Genus of flowering plants

Blepharispermum is a genus of flowering plants in the family Asteraceae. They are distributed in Africa, Madagascar, the Arabian Peninsula, India, and Sri Lanka.

These are shrubs and small trees. The leaf blades are sometimes borne on petioles, which may have spines. The flower head contains 2 female disc florets and 2 to 4 male disc florets. The latter are whitish, greenish, or yellowish.
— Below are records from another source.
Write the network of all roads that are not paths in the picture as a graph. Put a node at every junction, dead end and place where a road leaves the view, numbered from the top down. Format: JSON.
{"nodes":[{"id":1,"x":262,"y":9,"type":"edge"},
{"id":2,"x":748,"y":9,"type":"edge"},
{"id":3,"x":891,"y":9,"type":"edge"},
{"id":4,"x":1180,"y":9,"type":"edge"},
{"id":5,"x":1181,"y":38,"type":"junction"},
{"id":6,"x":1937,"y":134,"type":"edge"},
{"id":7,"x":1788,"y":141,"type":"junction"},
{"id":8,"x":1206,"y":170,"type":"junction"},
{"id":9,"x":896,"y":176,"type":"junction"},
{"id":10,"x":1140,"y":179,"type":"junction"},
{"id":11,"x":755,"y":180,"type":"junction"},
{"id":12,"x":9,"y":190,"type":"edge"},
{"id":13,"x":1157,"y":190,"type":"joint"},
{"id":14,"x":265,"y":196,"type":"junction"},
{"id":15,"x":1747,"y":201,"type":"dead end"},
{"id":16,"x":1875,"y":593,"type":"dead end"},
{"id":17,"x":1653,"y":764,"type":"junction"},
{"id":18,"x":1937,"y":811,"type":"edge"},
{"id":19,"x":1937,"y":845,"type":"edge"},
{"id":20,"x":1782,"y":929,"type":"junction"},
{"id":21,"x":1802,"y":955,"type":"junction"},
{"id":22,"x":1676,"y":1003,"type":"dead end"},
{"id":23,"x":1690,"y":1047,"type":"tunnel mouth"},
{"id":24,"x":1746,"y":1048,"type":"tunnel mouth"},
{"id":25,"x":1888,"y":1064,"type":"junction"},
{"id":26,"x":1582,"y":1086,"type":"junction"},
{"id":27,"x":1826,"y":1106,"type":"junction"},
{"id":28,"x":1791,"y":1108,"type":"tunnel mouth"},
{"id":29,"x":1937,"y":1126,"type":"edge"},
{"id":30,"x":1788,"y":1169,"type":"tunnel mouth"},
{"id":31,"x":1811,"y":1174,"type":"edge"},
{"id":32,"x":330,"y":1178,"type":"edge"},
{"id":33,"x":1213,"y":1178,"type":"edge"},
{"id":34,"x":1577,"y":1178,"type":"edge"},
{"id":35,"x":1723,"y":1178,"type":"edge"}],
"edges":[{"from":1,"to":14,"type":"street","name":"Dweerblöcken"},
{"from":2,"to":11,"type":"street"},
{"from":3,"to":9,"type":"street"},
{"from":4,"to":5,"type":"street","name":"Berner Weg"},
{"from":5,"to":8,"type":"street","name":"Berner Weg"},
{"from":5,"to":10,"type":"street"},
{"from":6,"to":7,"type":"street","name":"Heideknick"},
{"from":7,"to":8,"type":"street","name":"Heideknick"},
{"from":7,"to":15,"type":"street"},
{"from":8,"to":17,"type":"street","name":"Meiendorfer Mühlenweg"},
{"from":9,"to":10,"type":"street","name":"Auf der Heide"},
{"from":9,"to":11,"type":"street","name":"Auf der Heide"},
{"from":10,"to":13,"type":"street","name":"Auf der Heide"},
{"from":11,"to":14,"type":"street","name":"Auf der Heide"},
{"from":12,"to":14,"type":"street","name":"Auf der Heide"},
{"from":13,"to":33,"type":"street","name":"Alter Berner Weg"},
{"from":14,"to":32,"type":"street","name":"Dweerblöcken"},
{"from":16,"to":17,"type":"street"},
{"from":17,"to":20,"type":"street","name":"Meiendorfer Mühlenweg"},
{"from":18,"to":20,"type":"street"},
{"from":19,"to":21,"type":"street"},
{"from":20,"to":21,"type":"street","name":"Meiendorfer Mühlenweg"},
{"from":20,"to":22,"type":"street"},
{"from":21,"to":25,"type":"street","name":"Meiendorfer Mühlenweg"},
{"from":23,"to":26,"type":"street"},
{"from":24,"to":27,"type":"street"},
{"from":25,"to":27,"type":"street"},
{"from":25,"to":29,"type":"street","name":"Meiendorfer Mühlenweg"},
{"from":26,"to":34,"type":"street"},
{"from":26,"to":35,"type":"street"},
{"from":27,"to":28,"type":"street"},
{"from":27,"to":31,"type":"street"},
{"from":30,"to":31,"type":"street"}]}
The fruit is a rough-edged cypsela with a pappus.

==Species==
15 species are accepted.

- Blepharispermum arcuatum – Tanzania, Madagascar
- Blepharispermum brachycarphum – Tanzania, Mozambique
- Blepharispermum canescens – Tanzania
- Blepharispermum ellenbeckii – Ethiopia, Somalia, Sudan, Kenya
- Blepharispermum fruticosum – Ethiopia, Somalia
- Blepharispermum hirtum – Yemen, Oman
- Blepharispermum minus – Kenya
- Blepharispermum obovatum – Ethiopia
- Blepharispermum petiolare – Sri Lanka, Kerala, Tamil Nadu
- Blepharispermum pubescens – Kenya, Uganda, Tanzania, Rwanda, Zaire
- Blepharispermum spinulosum – Ivory Coast, Zaire
- Blepharispermum villosum – Ethiopia, Somalia, Kenya
- Blepharispermum xerothamnum – Tanzania
- Blepharispermum yemense – Yemen
- Blepharispermum zanguebaricum – Kenya

===Formerly placed here===
- Leucoblepharis subsessilis (DC.) Arn. (as Blepharispermum subsessile DC.)